Bayangan hujan merupakan suatu daerah atau wilayah di sekitar atau di belakang gunung atau pegunungan yang jumlah curah hujannya lebih sedikit dibandingkan dengan wilayah muka gunung atau pegunungan.[1] Daerah bayangan hujan biasanya berada di sisi lain dari arah datangnya angin di suatu wilayah. Daerah ini juga senantiasa menjadi wilayah terjadinya angin fohn.
Uap air yang berasal dari penguapan di wilayah perairan luas (biasanya berupa laut atau danau yang besar) terbawa oleh angin menuju daratan yang biasanya cenderung lebih hangat dan kering daripada permukaan perairan. Ketika uap air tersebut bertemu dengan bentuk muka tanah yang meninggi, uap air tersebut mengalami pengangkatan orografis yang kemudian mengakibatkan terjadinya kondensasi dan mengubah uap air menjadi butiran-butiran air hujan. Jika suatu wilayah memiliki tinggi dan lebar yang cukup besar, kelembapan dari uap air itu akan habis dalam bentuk hujan di wilayah yang menghadap arah angin sebelum mencapai puncak ketinggian suatu muka tanah. Pada saat angin tersebut melewati puncak ketinggian suatu muka tanah dengan kelembapan yang sudah habis, angin tersebut berubah sifat menjadi kering dan hangat yang kemudian membuat suatu wilayah menjadi daerah bayangan hujan dan lebih jauh hal itu dapat menjadi penyebab utama angin fohn.
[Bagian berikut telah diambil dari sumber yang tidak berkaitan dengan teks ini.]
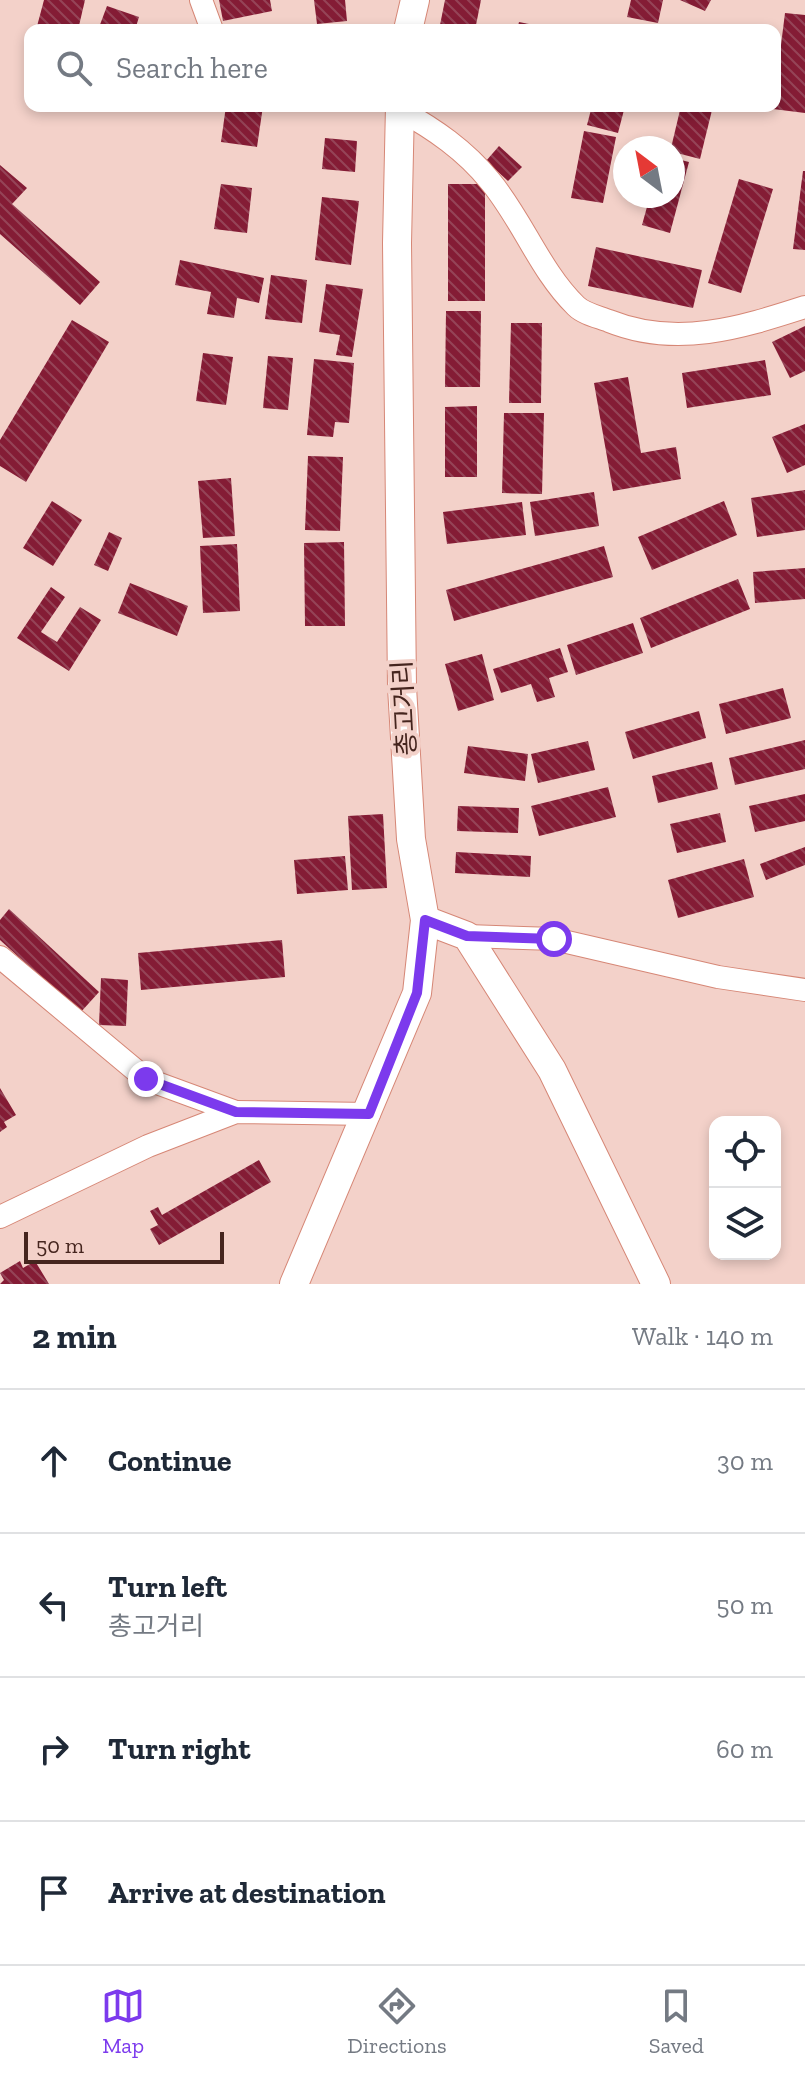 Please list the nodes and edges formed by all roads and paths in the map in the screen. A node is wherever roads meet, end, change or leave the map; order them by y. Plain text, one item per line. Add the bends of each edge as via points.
1 (201, 0) edge
2 (415, 0) edge
3 (210, 24) edge
4 (409, 24) edge
5 (400, 112) edge
6 (406, 112) edge
7 (805, 307) edge
8 (425, 920) junction
9 (467, 936) junction
10 (0, 957) edge
11 (805, 990) edge
12 (236, 1112) junction
13 (369, 1114) junction
14 (0, 1217) edge
15 (294, 1284) edge
16 (656, 1284) edge

1 - 3 street
2 - 4 street
5 - 8 street, 총고거리 via 402,687 411,839
6 - 7 street via 445,138 491,182 578,308 629,329 686,336 729,331
8 - 9 street
8 - 13 street, 총고거리 via 417,993
9 - 11 street via 554,939 718,977
9 - 16 street via 552,1070
10 - 12 street via 146,1079
12 - 13 street
12 - 14 street via 148,1146
13 - 15 street, 총고거리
Contoh Daerah Bayangan Hujan
Mancanegara
Di pelbagai belahan dunia, terdapat banyak daerah bayangan hujan yang bisa dijumpai. Berikut merupakan contoh wilayah-wilayah di dunia yang terkenal sebagai daerah bayangan hujan dan iklimnya yang kering.
Wilayah Tibet dan Gurun GobiWilayah pesisir timur MadagaskarCitra satelit Gurun Atacama dan Pegunungan AndesCitra satelit pesisir timur Australia dan Pegunungan Pemisah BesarPegunungan Alps Selatan di Selandia BaruPegunungan Cantabria di utara Spanyolcitra satelit wilayah utara Iran yang menghadap Danau Laut KaspiaPegunungan Ghat Barat yang merupakan bagian dari Dataran Tinggi DekkanWilayah barat Gurun Sahara di Maroko dan Aljazair
Wilayah Dataran Tinggi di tengah Pulau Madagaskar merupakan daerah bayangan hujan dari pegunungan yang berada di sisi timur dataran tinggi tersebut. Kelembapan dan uap air dari Samudera Hindia sudah terkondensasi di pesisir timur pulau ini.
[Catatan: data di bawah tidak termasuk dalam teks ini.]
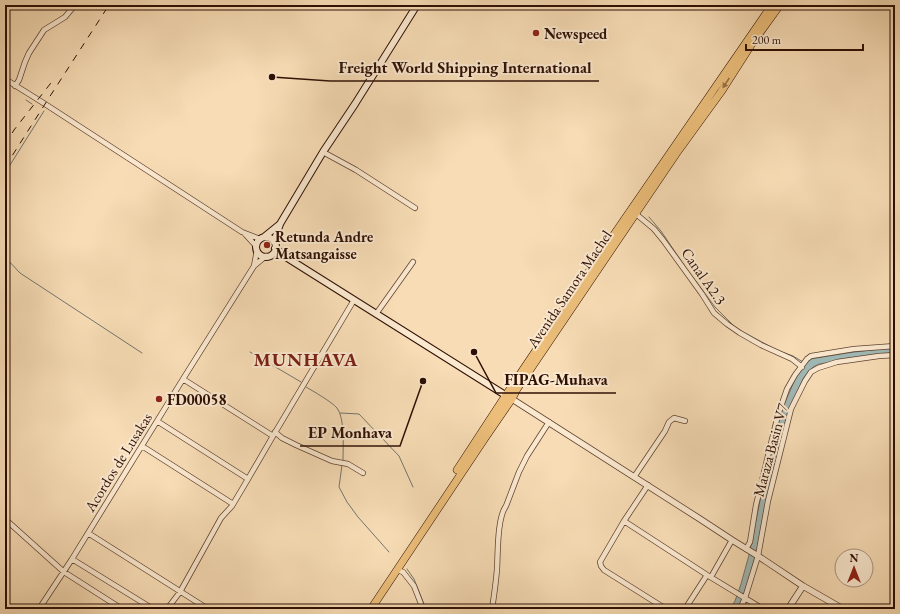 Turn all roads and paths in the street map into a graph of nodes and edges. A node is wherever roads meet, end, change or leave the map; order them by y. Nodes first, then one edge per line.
1 (75, 5) edge
2 (417, 5) edge
3 (772, 5) edge
4 (780, 5) edge
5 (5, 79) edge
6 (15, 86) junction
7 (323, 152) junction
8 (415, 208) dead end
9 (636, 214) junction
10 (280, 224) junction
11 (242, 232) junction
12 (262, 238) junction
13 (275, 245) junction
14 (256, 248) junction
15 (267, 256) junction
16 (289, 259) junction
17 (413, 262) dead end
18 (254, 266) junction
19 (354, 300) junction
20 (376, 314) junction
21 (895, 346) edge
22 (895, 355) edge
23 (802, 367) junction
24 (183, 379) junction
25 (506, 395) junction
26 (512, 399) junction
27 (157, 421) junction
28 (685, 421) dead end
29 (549, 422) junction
30 (274, 434) junction
31 (142, 446) junction
32 (363, 473) dead end
33 (634, 477) junction
34 (248, 479) junction
35 (648, 486) junction
36 (233, 504) junction
37 (5, 519) edge
38 (624, 521) junction
39 (88, 533) junction
40 (732, 540) junction
41 (746, 549) junction
42 (758, 556) junction
43 (72, 559) junction
44 (397, 570) junction
45 (64, 572) junction
46 (709, 576) junction
47 (803, 586) junction
48 (180, 592) junction
49 (745, 598) junction
50 (656, 604) junction
51 (39, 609) edge
52 (122, 609) edge
53 (153, 609) edge
54 (167, 609) edge
55 (208, 609) edge
56 (366, 609) edge
57 (371, 609) edge
58 (423, 609) edge
59 (492, 609) edge
60 (653, 609) edge
61 (666, 609) edge
62 (686, 609) edge
63 (740, 609) edge
64 (763, 609) edge
65 (788, 609) edge
66 (843, 609) edge

1 - 6 street
2 - 7 main road
3 - 25 highway, Avenida Samora Machel
4 -> 9 highway, Avenida Samora Machel
5 - 6 street
6 - 11 street
7 - 8 street
7 - 10 main road
9 - 23 street, Canal A2.3
9 - 26 highway, Avenida Samora Machel
10 - 12 main road
10 - 13 main road
11 - 12 street
11 - 14 street
12 - 13 main road
12 - 14 main road
13 - 15 main road
13 - 16 main road
14 - 15 main road
14 - 18 street
15 - 16 main road
15 - 18 street
16 - 19 main road
17 - 20 street
18 - 24 street, Acordos de Lusakas
19 - 20 main road
19 - 30 street
20 - 25 main road
21 - 23 street
22 - 42 street, Maraza Basin V7
23 - 41 street
24 - 27 street, Acordos de Lusakas
24 - 30 street
25 - 26 main road
25 - 56 highway, Avenida Samora Machel
26 - 29 street
26 - 44 highway, Avenida Samora Machel
27 - 31 street, Acordos de Lusakas
27 - 34 street
28 - 33 street
29 - 33 street
29 - 59 street
30 - 32 street
30 - 34 street
31 - 36 street
31 - 39 street, Acordos de Lusakas
33 - 35 street
34 - 36 street
35 - 38 street
35 - 40 street
36 - 48 street
37 - 45 street
38 - 46 street
38 - 50 street
39 - 43 street, Acordos de Lusakas
39 - 48 street
40 - 41 street
40 - 46 street
41 - 42 street
42 - 47 street
42 - 49 street, Maraza Basin V7
43 - 45 street, Acordos de Lusakas
43 - 53 street
44 - 57 highway, Avenida Samora Machel
44 - 58 street
45 - 51 street, Acordos de Lusakas
45 - 52 street
46 - 49 street
46 - 62 street
47 - 65 street
47 - 66 street
48 - 54 street
48 - 55 street
49 - 63 street, Maraza Basin V7
49 - 64 street
50 - 60 street
50 - 61 street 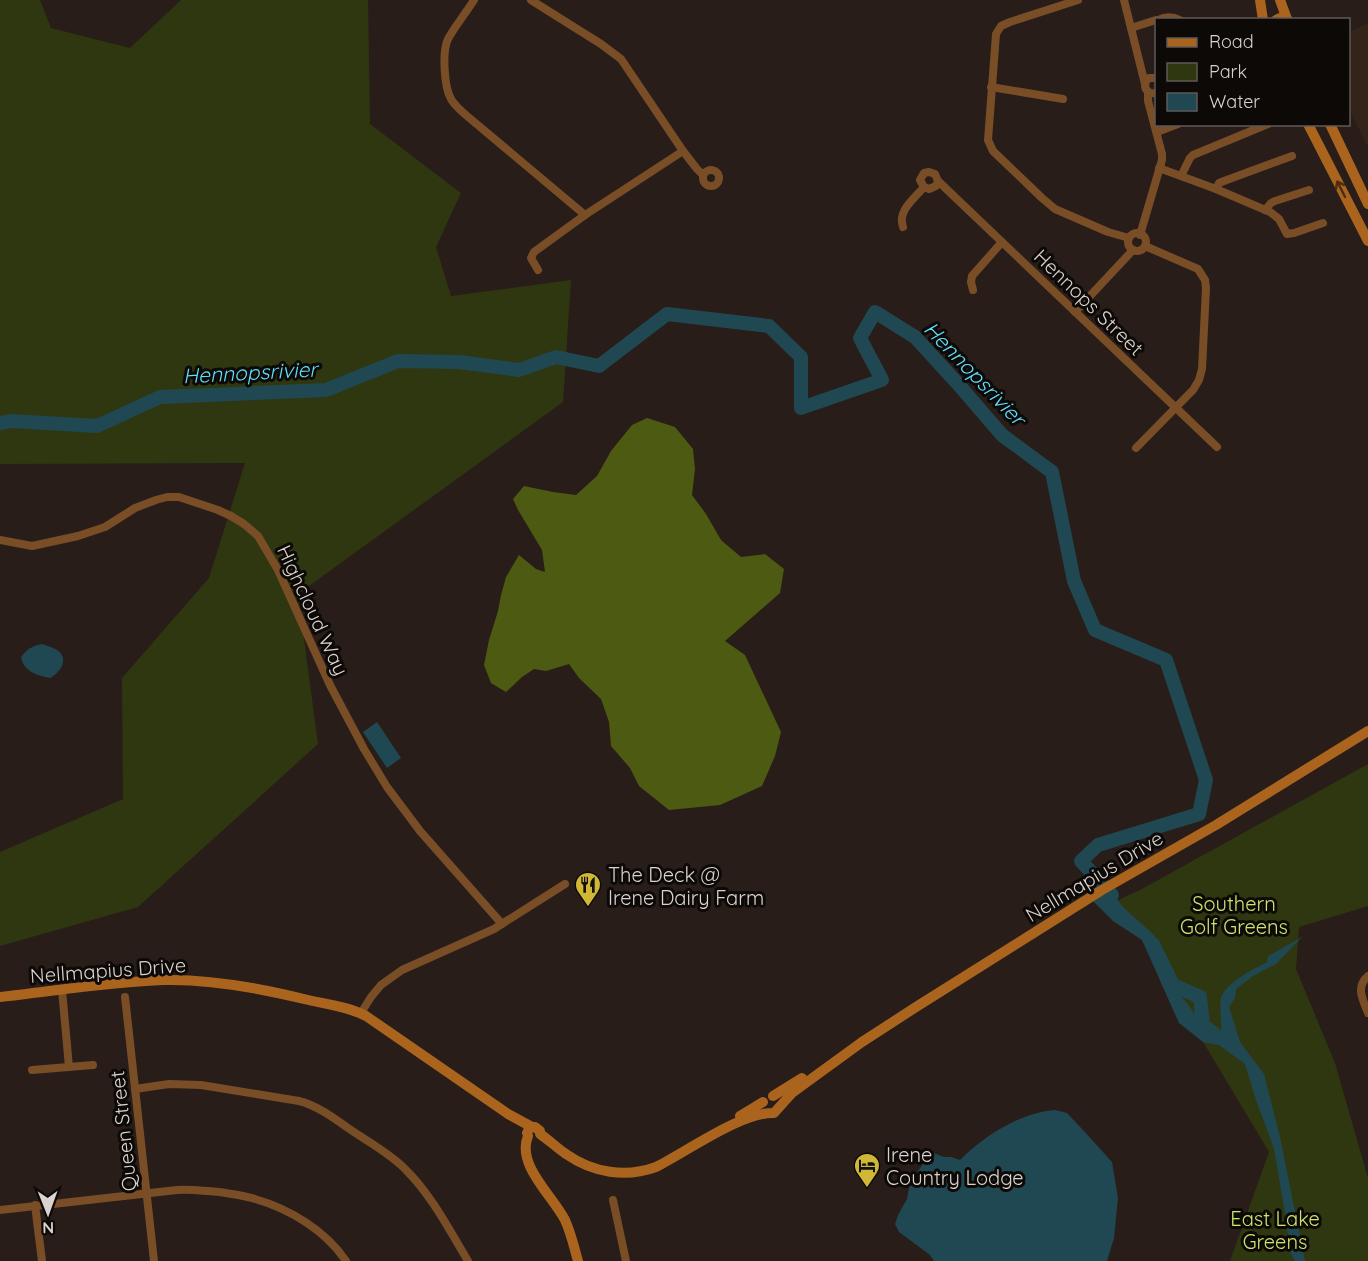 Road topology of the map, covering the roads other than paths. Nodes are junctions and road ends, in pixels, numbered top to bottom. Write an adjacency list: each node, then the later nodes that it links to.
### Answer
1 (474, 0): 32 (street)
2 (531, 0): 21 (street)
3 (1078, 0): 12 (street)
4 (1124, 0): 10 (street)
5 (1260, 0): 7 (main road)
6 (1280, 0): 8 (main road)
7 (1263, 18)
8 (1288, 18)
9 (1155, 21): 10 (street)
10 (1131, 28): 11 (street)
11 (1153, 84): 14 (street)
12 (991, 87): 13 (street); 36 (street)
13 (1063, 99)
14 (1155, 121)
15 (1156, 126): 20 (street)
16 (1173, 126): 20 (street)
17 (1263, 126): 25 (street)
18 (1309, 126): 37 (main road, one-way to 18)
19 (1331, 126): 30 (main road)
20 (1158, 132): 23 (street)
21 (683, 151): 24 (street); 32 (street)
22 (1292, 156): 28 (street)
23 (1159, 168): 25 (street); 35 (street)
24 (703, 175)
25 (1181, 176): 28 (street)
26 (938, 181): 27 (street); 27 (street); 38 (street, Hennops Street)
27 (924, 187): 34 (street)
28 (1216, 189): 31 (street)
29 (1309, 190): 31 (street)
30 (1368, 204)
31 (1265, 210): 33 (street)
32 (585, 215): 41 (street)
33 (1323, 223)
34 (903, 227)
35 (1140, 235): 36 (street); 39 (street)
36 (1129, 238): 40 (street)
37 (1368, 241)
38 (1002, 242): 42 (street); 43 (street, Hennops Street)
39 (1145, 246): 40 (street); 44 (street)
40 (1133, 250): 43 (street)
41 (538, 270)
42 (973, 290)
43 (1075, 312): 44 (street, Hennops Street)
44 (1175, 407): 45 (street, Hennops Street); 46 (street)
45 (1217, 447)
46 (1136, 448)
47 (0, 540): 50 (street, Highcloud Way)
48 (1368, 731): 57 (main road, Nellmapius Drive)
49 (565, 884): 50 (street)
50 (502, 924): 55 (street)
51 (1368, 976): 56 (street)
52 (62, 990): 53 (main road, Nellmapius Drive); 55 (main road, Nellmapius Drive); 59 (street)
53 (0, 997)
54 (125, 997): 61 (street, Queen Street)
55 (360, 1013): 63 (main road, Nellmapius Drive)
56 (1368, 1013)
57 (842, 1056): 62 (main road, Nellmapius Drive); 62 (main road, Nellmapius Drive)
58 (93, 1065): 59 (street)
59 (69, 1067): 60 (street)
60 (32, 1070)
61 (135, 1089): 64 (street, Queen Street); 71 (street)
62 (768, 1103): 63 (main road, Nellmapius Drive)
63 (533, 1135): 72 (main road)
64 (146, 1194): 66 (street); 69 (street, Queen Street); 70 (street)
65 (612, 1200): 73 (street)
66 (35, 1205): 67 (street); 68 (street)
67 (0, 1210)
68 (42, 1261)
69 (154, 1261)
70 (346, 1261)
71 (468, 1261)
72 (578, 1261)
73 (626, 1261)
Wilayah Gurun Atacama yang berada di sisi barat Pegunungan Andes, Amerika Selatan menyebabkan wilayah menjadi daerah bayangan hujan terkering di dunia karena udara lembap dari wilayah Amazon terhalang pegunungan tersebut untuk mencapai wilayah Atacama.
Wilayah barat Pegunungan Pemisah Besar di Australia merupakan daerah bayangan hujan terbesar di Oseania. Uap air dan kelembapan dari Samudera Pasifik terhalang oleh pegunungan tersebut sehingga mengakibatkan wilayah gurun yang tandus di pedalaman Australia.
Hampir seluruh wilayah Iran merupakan daerah bayangan hujan dari Pegunungan Alborz yang berada di utara Iran karena uap air dan kelembapan dari Danau Laut Kaspia terkondensasi di pesisir utara Iran sebelah utara pegunungan tersebut.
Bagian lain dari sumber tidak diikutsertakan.